**Goal of the exercise**
Return the lines of the data below in which the string "Republic" occurs.

____________________

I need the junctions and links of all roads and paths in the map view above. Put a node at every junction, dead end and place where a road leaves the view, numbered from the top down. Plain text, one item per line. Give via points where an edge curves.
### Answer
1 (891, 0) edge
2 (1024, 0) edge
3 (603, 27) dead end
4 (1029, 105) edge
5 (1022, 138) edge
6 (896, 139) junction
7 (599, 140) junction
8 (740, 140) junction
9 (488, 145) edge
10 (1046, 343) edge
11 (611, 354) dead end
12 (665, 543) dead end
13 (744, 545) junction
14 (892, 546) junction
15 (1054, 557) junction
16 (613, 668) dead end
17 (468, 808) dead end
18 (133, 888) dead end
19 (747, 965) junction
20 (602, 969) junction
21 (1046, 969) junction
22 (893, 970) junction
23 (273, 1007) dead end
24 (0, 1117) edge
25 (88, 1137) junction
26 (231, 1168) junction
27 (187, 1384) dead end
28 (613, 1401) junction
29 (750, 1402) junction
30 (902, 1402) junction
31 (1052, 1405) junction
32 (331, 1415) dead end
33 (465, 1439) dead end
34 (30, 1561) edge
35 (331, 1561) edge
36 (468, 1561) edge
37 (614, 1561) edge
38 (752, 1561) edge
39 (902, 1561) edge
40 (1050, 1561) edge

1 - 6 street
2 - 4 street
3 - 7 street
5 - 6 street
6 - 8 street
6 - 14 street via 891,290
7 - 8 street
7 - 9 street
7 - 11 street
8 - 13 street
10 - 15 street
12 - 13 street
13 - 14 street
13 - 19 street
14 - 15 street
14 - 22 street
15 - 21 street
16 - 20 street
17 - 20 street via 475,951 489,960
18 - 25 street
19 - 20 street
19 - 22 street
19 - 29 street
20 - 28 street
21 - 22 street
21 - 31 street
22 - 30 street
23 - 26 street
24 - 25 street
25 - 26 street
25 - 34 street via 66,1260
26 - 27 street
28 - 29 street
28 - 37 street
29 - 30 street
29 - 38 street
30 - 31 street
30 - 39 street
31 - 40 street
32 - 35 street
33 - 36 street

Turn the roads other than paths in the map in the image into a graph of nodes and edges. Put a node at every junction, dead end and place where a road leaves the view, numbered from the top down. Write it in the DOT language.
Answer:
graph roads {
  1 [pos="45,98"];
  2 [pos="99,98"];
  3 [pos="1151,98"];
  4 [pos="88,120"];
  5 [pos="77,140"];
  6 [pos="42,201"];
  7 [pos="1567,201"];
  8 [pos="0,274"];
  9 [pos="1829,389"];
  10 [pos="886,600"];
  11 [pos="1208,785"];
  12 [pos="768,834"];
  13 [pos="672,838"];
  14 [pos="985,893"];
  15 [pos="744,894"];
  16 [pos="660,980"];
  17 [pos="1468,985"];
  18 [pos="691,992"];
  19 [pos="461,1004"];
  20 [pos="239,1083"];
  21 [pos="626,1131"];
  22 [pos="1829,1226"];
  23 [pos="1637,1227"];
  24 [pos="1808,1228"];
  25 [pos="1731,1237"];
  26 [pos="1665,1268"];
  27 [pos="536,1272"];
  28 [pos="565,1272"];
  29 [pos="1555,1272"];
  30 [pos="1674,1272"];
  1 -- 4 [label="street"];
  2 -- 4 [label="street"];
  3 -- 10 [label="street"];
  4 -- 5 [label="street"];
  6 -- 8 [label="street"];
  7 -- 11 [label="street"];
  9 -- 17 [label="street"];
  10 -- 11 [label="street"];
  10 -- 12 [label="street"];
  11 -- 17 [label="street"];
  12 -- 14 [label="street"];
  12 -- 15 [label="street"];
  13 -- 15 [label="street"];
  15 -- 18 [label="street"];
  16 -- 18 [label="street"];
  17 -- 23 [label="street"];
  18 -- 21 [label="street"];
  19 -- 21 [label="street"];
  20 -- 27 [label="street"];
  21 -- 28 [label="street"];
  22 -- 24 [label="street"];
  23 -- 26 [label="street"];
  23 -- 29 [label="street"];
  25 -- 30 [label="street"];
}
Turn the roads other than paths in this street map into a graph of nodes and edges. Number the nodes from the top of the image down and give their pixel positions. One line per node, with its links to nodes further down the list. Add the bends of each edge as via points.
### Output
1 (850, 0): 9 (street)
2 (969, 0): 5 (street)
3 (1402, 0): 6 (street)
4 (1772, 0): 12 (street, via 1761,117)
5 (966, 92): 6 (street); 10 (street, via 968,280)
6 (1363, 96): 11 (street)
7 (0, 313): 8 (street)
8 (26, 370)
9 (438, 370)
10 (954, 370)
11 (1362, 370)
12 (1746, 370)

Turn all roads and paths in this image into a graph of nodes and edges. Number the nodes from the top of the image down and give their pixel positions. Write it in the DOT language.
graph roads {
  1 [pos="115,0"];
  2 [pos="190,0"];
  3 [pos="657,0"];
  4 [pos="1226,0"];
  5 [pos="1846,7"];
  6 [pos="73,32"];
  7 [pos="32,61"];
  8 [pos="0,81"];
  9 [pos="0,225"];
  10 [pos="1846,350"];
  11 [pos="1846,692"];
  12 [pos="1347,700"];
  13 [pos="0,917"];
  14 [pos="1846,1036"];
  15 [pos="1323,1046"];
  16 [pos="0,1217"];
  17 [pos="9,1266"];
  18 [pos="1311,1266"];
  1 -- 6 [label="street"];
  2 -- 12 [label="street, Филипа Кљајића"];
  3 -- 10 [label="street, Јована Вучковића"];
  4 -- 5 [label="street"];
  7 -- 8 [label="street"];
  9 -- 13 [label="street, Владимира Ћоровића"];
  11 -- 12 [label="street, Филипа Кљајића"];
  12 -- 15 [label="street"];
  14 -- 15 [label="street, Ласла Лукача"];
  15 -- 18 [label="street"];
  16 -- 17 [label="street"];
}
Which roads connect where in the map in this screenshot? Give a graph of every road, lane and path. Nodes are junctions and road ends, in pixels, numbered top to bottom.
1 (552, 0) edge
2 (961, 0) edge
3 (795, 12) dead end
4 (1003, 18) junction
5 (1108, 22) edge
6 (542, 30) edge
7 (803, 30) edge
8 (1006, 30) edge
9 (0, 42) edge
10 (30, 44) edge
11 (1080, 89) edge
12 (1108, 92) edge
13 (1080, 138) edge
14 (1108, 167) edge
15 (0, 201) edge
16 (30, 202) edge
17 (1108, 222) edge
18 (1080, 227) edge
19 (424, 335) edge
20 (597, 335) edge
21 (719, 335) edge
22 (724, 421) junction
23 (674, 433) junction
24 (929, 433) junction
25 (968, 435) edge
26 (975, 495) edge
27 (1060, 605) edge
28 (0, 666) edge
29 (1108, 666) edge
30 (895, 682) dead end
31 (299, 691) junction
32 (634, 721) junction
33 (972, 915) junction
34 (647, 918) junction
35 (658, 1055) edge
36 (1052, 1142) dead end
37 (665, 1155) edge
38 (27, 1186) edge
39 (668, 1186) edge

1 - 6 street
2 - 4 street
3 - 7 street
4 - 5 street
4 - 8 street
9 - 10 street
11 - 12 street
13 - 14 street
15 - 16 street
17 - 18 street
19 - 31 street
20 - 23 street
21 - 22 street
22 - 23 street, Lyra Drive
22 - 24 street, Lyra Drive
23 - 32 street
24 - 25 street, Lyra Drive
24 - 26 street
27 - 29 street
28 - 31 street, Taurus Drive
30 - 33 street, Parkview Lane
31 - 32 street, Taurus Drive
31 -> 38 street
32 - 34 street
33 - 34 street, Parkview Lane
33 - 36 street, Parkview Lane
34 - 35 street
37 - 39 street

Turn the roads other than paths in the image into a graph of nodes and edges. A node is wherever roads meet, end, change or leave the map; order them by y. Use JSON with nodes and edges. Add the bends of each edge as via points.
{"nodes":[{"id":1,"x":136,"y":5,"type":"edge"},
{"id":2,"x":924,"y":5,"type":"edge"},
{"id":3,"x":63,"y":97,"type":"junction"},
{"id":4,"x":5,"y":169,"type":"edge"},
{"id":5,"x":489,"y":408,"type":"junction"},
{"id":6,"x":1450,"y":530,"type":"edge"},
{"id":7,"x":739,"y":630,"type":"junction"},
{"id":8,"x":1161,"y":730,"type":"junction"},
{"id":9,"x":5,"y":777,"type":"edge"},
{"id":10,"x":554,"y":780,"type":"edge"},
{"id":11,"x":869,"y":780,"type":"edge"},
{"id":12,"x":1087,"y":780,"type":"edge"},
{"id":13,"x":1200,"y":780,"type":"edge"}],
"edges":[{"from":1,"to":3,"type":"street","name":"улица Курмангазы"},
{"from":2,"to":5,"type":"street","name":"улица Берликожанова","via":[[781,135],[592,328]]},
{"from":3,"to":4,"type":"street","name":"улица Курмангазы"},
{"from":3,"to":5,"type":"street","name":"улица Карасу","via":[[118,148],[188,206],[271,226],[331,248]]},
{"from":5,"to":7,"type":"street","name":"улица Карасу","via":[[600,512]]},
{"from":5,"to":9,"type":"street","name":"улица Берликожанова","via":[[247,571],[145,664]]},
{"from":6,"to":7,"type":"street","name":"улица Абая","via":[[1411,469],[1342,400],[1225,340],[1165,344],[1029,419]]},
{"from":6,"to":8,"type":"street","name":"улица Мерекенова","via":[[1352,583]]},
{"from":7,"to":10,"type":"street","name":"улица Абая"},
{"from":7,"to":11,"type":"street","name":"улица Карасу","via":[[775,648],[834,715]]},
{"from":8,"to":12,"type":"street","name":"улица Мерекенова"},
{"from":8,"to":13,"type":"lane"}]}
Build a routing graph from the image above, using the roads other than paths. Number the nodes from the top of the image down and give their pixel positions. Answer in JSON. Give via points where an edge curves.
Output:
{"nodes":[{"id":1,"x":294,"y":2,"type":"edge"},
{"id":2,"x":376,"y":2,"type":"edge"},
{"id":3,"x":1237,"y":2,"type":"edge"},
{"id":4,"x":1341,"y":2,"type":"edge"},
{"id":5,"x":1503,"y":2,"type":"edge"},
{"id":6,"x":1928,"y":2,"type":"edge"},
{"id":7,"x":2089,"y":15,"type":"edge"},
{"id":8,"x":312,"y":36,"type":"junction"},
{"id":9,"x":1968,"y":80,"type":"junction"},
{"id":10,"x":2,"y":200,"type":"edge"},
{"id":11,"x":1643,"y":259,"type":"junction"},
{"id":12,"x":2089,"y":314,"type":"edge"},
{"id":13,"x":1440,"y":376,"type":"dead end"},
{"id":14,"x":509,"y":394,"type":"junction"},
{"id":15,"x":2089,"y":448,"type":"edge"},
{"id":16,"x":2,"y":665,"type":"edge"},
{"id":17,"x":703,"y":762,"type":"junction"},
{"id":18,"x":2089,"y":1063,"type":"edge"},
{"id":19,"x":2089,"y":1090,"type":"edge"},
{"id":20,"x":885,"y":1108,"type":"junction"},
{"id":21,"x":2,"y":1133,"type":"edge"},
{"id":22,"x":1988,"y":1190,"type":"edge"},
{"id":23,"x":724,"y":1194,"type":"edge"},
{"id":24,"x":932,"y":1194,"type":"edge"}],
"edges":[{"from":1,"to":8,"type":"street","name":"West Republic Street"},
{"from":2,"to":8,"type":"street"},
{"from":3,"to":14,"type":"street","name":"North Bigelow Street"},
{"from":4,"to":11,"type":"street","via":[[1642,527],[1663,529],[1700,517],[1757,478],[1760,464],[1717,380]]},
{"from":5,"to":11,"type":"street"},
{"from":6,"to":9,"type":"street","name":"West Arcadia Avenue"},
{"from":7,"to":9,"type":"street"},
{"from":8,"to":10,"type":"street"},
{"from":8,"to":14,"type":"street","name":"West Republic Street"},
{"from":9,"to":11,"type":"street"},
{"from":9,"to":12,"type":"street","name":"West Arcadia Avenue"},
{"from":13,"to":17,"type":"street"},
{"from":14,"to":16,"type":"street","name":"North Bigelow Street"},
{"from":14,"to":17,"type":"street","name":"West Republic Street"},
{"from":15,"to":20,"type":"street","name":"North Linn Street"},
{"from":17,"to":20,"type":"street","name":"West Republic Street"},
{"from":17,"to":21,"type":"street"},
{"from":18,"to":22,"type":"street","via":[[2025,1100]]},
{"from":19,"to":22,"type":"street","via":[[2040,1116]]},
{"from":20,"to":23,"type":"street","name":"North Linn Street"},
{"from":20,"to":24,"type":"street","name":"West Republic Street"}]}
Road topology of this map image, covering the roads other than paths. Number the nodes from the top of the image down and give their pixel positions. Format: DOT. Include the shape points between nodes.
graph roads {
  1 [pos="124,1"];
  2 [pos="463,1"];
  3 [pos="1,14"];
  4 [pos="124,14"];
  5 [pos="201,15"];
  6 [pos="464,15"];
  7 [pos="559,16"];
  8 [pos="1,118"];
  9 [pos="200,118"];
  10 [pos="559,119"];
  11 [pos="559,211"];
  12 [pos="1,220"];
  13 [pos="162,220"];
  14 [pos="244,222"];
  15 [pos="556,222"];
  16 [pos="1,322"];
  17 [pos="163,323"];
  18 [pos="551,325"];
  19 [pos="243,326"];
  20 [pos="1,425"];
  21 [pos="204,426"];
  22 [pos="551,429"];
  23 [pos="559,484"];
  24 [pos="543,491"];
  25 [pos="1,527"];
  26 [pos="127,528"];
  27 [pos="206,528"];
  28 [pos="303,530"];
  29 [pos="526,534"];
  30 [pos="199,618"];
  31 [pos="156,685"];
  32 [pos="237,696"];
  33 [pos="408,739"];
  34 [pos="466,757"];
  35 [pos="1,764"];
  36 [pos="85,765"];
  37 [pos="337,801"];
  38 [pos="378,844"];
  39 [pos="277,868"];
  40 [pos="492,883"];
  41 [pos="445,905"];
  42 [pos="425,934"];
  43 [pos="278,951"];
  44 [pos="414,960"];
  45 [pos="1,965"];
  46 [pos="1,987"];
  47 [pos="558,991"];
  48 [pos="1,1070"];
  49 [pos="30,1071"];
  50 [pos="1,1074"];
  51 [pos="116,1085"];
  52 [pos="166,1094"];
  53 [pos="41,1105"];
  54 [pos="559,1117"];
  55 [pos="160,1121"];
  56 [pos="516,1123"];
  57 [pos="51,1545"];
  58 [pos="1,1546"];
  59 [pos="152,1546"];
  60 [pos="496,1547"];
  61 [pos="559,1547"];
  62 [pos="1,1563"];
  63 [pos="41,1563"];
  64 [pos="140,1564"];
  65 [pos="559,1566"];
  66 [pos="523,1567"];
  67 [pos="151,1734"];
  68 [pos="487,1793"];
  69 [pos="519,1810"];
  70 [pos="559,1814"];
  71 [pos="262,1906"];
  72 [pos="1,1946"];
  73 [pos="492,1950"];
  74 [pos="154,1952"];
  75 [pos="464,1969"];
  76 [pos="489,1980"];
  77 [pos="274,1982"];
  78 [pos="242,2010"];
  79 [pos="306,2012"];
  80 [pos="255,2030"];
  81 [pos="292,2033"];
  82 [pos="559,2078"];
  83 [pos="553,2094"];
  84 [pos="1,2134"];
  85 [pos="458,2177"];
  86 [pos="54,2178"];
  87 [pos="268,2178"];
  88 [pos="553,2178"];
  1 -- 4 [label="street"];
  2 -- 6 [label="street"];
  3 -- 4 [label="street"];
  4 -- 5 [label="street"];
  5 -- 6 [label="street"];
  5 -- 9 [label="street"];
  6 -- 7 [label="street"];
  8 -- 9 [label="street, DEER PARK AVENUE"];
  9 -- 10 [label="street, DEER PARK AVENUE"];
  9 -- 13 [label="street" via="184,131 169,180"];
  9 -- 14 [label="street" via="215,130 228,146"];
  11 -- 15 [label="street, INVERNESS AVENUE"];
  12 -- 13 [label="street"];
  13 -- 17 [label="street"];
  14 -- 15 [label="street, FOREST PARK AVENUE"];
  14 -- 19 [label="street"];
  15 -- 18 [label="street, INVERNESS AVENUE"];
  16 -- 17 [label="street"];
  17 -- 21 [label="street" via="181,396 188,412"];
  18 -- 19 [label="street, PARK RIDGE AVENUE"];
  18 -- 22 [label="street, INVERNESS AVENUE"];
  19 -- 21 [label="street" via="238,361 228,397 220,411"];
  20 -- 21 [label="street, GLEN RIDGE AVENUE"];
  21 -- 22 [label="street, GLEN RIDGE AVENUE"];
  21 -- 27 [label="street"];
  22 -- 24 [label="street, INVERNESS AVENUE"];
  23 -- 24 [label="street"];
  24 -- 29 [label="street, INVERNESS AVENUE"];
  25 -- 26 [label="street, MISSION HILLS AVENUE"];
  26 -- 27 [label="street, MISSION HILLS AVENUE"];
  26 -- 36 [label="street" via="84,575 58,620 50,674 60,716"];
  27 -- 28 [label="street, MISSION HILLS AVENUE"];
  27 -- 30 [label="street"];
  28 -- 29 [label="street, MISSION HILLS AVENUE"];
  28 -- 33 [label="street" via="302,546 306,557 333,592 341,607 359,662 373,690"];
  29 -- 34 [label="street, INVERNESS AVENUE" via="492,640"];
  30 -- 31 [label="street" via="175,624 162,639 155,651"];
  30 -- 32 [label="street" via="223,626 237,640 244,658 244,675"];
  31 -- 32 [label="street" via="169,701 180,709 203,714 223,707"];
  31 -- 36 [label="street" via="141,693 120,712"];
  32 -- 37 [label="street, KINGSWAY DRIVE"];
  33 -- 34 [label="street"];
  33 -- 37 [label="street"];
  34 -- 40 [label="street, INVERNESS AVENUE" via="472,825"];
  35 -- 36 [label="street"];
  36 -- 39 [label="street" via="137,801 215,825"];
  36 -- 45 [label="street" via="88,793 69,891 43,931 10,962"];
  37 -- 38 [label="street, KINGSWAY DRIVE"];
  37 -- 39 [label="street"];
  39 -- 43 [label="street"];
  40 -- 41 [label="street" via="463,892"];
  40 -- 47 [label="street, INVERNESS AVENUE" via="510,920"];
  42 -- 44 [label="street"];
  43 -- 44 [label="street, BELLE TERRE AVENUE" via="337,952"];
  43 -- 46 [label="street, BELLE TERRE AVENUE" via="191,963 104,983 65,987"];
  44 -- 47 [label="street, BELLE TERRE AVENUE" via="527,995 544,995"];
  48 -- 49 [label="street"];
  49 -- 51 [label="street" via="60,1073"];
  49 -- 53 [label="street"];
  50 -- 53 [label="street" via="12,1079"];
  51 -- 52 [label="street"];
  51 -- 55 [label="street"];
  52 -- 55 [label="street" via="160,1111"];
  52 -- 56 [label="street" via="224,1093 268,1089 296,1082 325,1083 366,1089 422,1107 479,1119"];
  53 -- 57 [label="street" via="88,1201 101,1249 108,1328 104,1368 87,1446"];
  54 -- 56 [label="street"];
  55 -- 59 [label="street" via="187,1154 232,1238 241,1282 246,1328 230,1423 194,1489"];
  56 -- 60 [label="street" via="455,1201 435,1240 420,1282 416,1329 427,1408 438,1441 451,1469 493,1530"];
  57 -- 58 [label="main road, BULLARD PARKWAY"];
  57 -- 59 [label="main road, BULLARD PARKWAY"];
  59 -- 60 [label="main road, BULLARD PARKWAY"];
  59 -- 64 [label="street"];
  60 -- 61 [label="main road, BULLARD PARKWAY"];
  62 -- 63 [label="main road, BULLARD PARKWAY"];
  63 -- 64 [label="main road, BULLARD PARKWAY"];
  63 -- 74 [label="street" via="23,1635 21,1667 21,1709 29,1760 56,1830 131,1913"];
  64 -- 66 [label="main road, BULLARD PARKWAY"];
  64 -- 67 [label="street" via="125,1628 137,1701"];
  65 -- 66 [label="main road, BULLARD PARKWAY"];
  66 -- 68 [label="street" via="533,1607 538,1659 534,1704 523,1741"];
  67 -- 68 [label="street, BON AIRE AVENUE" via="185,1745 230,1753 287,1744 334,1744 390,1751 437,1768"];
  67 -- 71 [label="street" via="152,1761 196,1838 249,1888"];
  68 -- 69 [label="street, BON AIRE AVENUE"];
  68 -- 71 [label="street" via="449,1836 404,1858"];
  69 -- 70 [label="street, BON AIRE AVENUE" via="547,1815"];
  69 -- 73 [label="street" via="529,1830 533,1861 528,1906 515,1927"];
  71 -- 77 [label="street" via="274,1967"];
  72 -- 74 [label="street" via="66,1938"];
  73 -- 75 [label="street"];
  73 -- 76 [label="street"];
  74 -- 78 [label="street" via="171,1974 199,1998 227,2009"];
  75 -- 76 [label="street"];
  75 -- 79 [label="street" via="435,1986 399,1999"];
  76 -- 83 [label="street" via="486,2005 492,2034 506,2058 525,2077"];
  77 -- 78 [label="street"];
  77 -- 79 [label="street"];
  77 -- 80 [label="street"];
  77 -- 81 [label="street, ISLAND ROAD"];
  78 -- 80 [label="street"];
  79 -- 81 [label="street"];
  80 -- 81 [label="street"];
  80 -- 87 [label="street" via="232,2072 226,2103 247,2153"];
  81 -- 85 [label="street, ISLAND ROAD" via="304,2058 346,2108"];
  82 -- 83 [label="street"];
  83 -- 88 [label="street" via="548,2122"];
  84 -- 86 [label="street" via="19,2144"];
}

____________________

**Expected output**
"edges":[{"from":1,"to":8,"type":"street","name":"West Republic Street"},
{"from":8,"to":14,"type":"street","name":"West Republic Street"},
{"from":14,"to":17,"type":"street","name":"West Republic Street"},
{"from":17,"to":20,"type":"street","name":"West Republic Street"},
{"from":20,"to":24,"type":"street","name":"West Republic Street"}]}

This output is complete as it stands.